Investimento de cerca de R$ 1,5 bilhão busca preservar modicidade tarifária e reforça competitividade da usina no mercado regulado
A Itaipu Binacional anunciou que realizará, ao longo de 2026, um aporte de aproximadamente US$ 285 milhões — o equivalente a cerca de R$ 1,5 bilhão — com o objetivo de manter inalterado o valor da tarifa de repasse de energia aos consumidores do mercado regulado nas regiões Sul, Sudeste e Centro-Oeste do Brasil. A medida assegura a continuidade do preço praticado desde 2024.
Com a decisão, a tarifa de repasse seguirá fixada em US$ 17,66 por kW/mês até dezembro de 2026. O valor consolida a usina como uma das fontes de energia mais competitivas do país e reforça seu papel na política de modicidade tarifária, com impacto direto na redução dos custos para os consumidores.

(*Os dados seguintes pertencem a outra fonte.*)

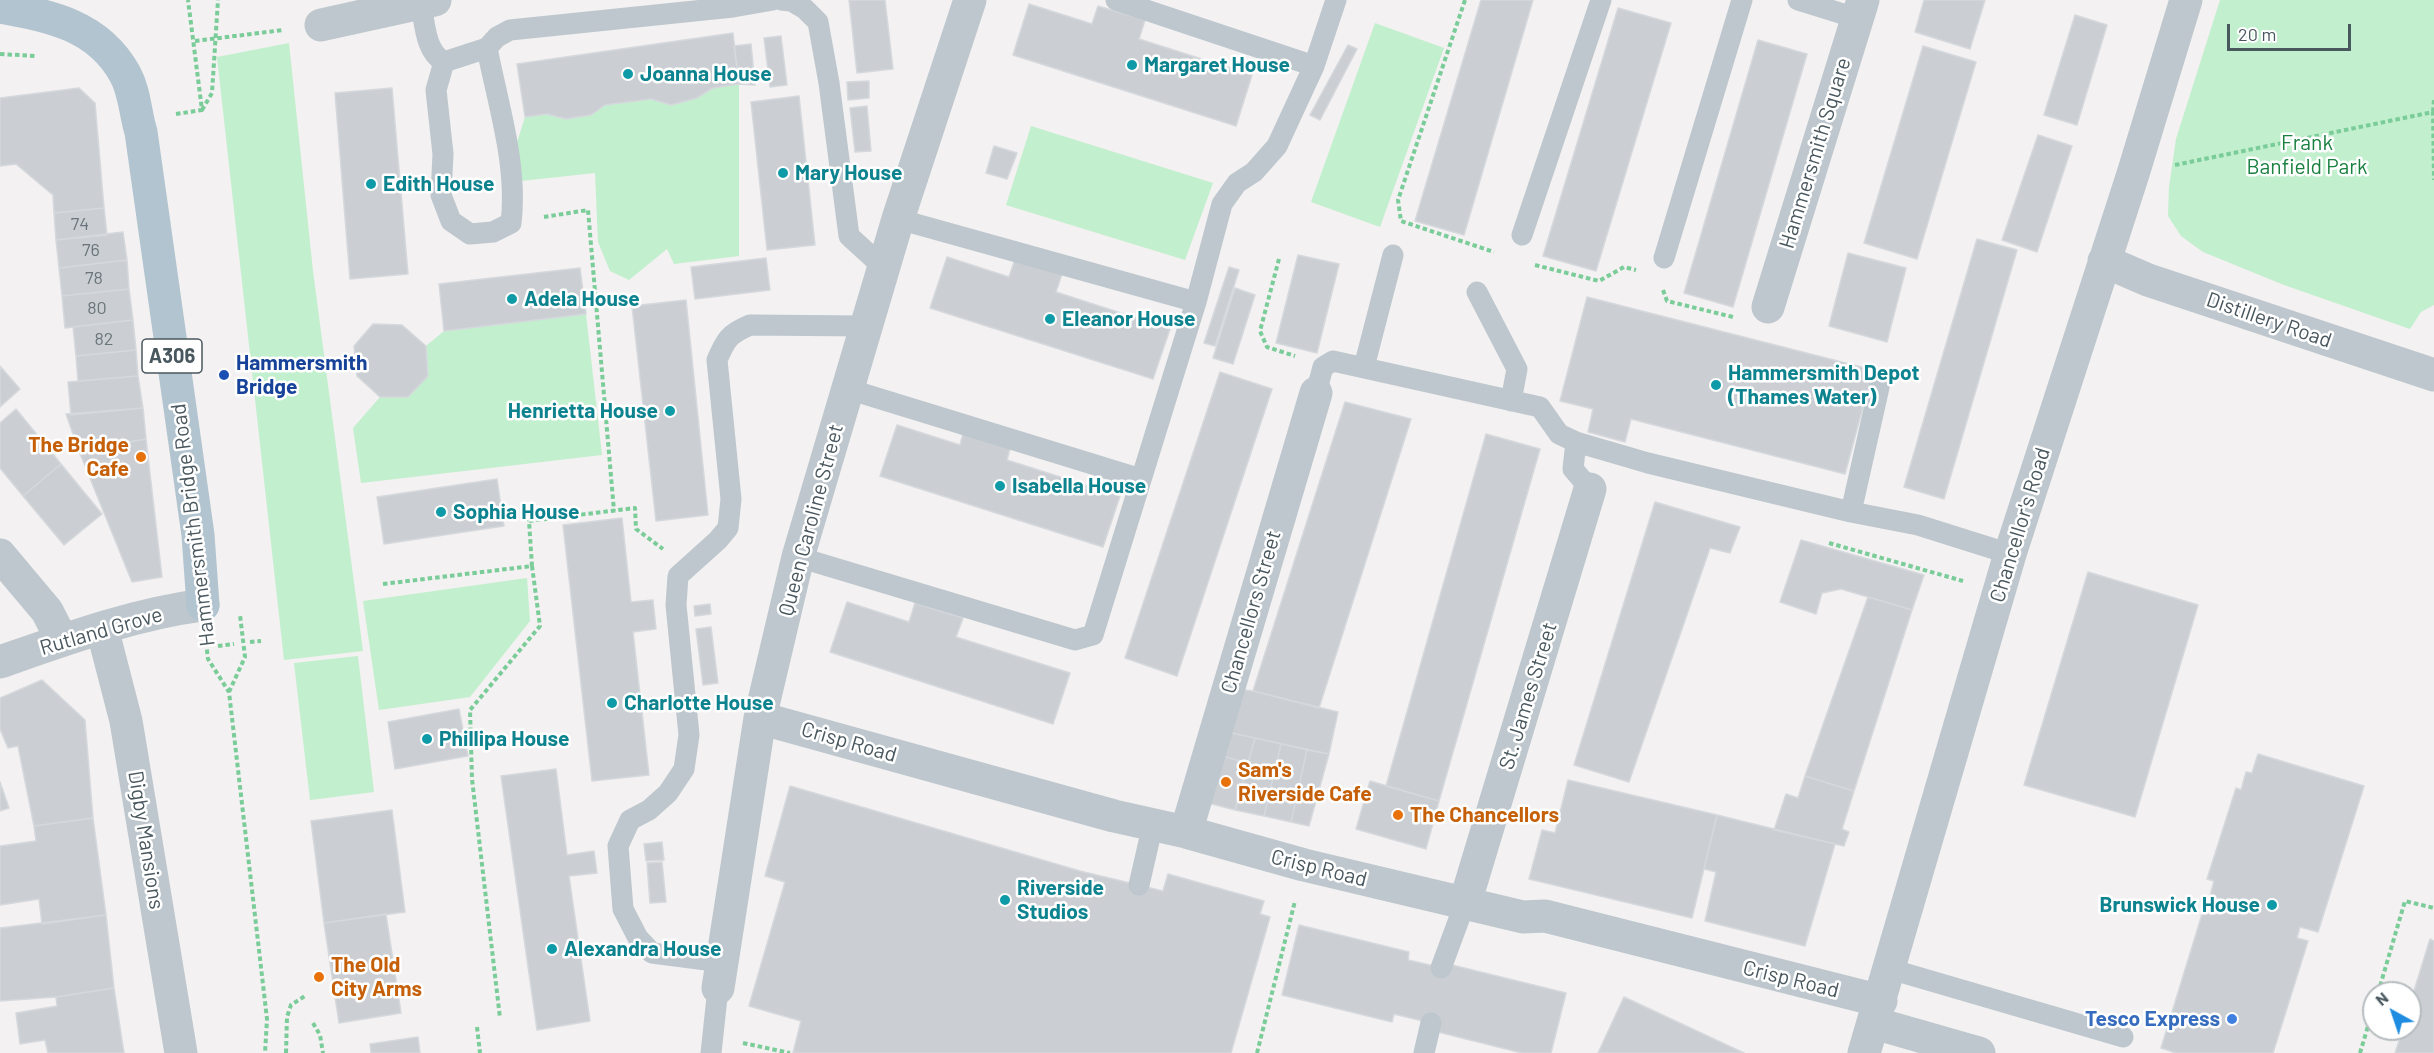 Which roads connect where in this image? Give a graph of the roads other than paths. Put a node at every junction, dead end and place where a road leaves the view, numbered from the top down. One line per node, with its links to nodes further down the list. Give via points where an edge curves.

Até 2021, a tarifa da energia de Itaipu manteve-se estável, com média de US$ 27,86 por kW/mês. A quitação da dívida de construção da usina, concluída em 2023, possibilitou uma redução significativa do valor cobrado, inicialmente de 27,4%. No período entre 2024 e 2026, a tarifa foi estabelecida em US$ 17,66 por kW/mês, o que representa uma queda acumulada de aproximadamente 36,6% em relação ao patamar anterior.
O diretor financeiro executivo da Itaipu, André Pepitone, destacou o caráter estratégico da empresa para o país. “Os resultados demonstram que Itaipu é muito mais do que uma usina: é um instrumento estratégico do Estado brasileiro para garantir energia limpa, segurança operativa, tarifas justas e alívio concreto no bolso do cidadão”, afirmou.
Em 2025, o custo da energia fornecida por Itaipu alcançou R$ 221,30 por megawatt-hora (MWh), posicionando-se abaixo do valor das usinas enquadradas no regime de cotas definido pela Lei nº 12.783/2013, fixado em R$ 222,59 por MWh. O preço também ficou significativamente inferior ao custo médio do Ambiente de Contratação Regulada (ACR) no mesmo ano, de R$ 307,29 por MWh, e ao valor médio projetado para 2026, estimado em R$ 342,71 por MWh.
A competitividade é ainda mais evidente quando comparada aos contratos firmados em leilões de energia realizados na última década. Em 2025, o custo da energia de Itaipu ficou 33,5% abaixo da média desses leilões, que atingiu R$ 362,20 por MWh, reforçando a previsibilidade e a estabilidade do portfólio das distribuidoras.
Além do fator preço, Itaipu exerce papel central na estabilidade do Sistema Elétrico Brasileiro. A usina gera energia próxima ao principal centro consumidor do país, o Sudeste, contribuindo para o equilíbrio do sistema em um cenário de forte expansão das fontes solar e eólica, mais concentradas nas regiões Norte e Nordeste.
Com o crescimento dessas fontes intermitentes, Itaipu passou a ter função ainda mais relevante na garantia da segurança energética. A usina consegue elevar rapidamente sua geração nos horários de maior demanda, especialmente no fim da tarde, quando a produção solar diminui, evitando oscilações e assegurando o fornecimento contínuo de energia para residências, comércio e indústria.
A definição da tarifa a partir de 2027 dependerá de entendimento entre Brasil e Paraguai, conforme previsto no Tratado de Itaipu. As negociações para a revisão do Anexo C do acordo estão em andamento, e qualquer alteração futura somente poderá ser implementada mediante consenso entre os dois governos.
Reconhecida como líder mundial em geração de energia limpa e renovável, a Itaipu Binacional acumula uma produção de 3,1 bilhões de megawatts-hora. Atualmente, responde por cerca de 7% da eletricidade consumida no Brasil e por aproximadamente 78% do consumo total do Paraguai.